### ASSIGNED TASK
Pick every line from the data below that contains the string "pinky" and copy it.

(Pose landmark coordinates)
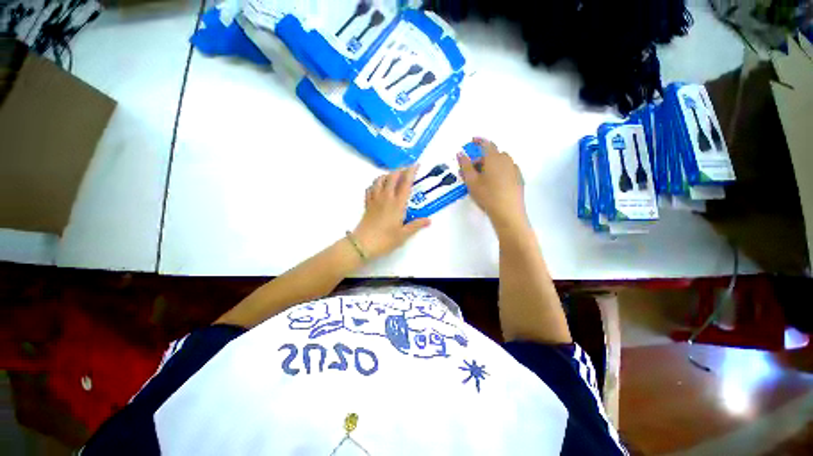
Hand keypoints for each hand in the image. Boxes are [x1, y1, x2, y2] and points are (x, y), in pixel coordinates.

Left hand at [353, 166, 430, 259]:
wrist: (363, 244)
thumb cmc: (385, 240)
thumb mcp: (404, 235)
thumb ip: (416, 225)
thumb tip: (429, 220)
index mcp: (397, 204)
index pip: (405, 183)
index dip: (411, 172)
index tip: (416, 165)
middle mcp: (386, 198)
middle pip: (392, 177)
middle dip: (400, 170)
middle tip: (407, 169)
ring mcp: (375, 199)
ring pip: (379, 180)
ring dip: (387, 175)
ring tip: (393, 176)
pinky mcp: (367, 204)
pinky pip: (370, 188)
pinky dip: (375, 184)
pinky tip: (378, 187)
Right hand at [458, 138, 528, 233]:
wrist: (508, 212)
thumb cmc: (487, 195)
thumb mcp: (471, 181)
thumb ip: (465, 166)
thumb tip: (460, 153)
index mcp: (494, 158)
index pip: (486, 144)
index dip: (478, 141)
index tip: (472, 140)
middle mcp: (506, 160)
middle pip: (492, 155)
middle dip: (481, 160)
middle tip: (471, 171)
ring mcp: (514, 169)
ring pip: (500, 162)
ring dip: (490, 166)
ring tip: (482, 179)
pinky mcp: (518, 178)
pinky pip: (507, 170)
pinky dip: (499, 172)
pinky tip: (494, 184)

### EXPECTED ANSWER
pinky mcp: (367, 204)
pinky pip: (370, 188)
pinky dip: (375, 184)
pinky tip: (378, 187)
pinky mcp: (518, 178)
pinky pip: (507, 170)
pinky dip: (499, 172)
pinky tip: (494, 184)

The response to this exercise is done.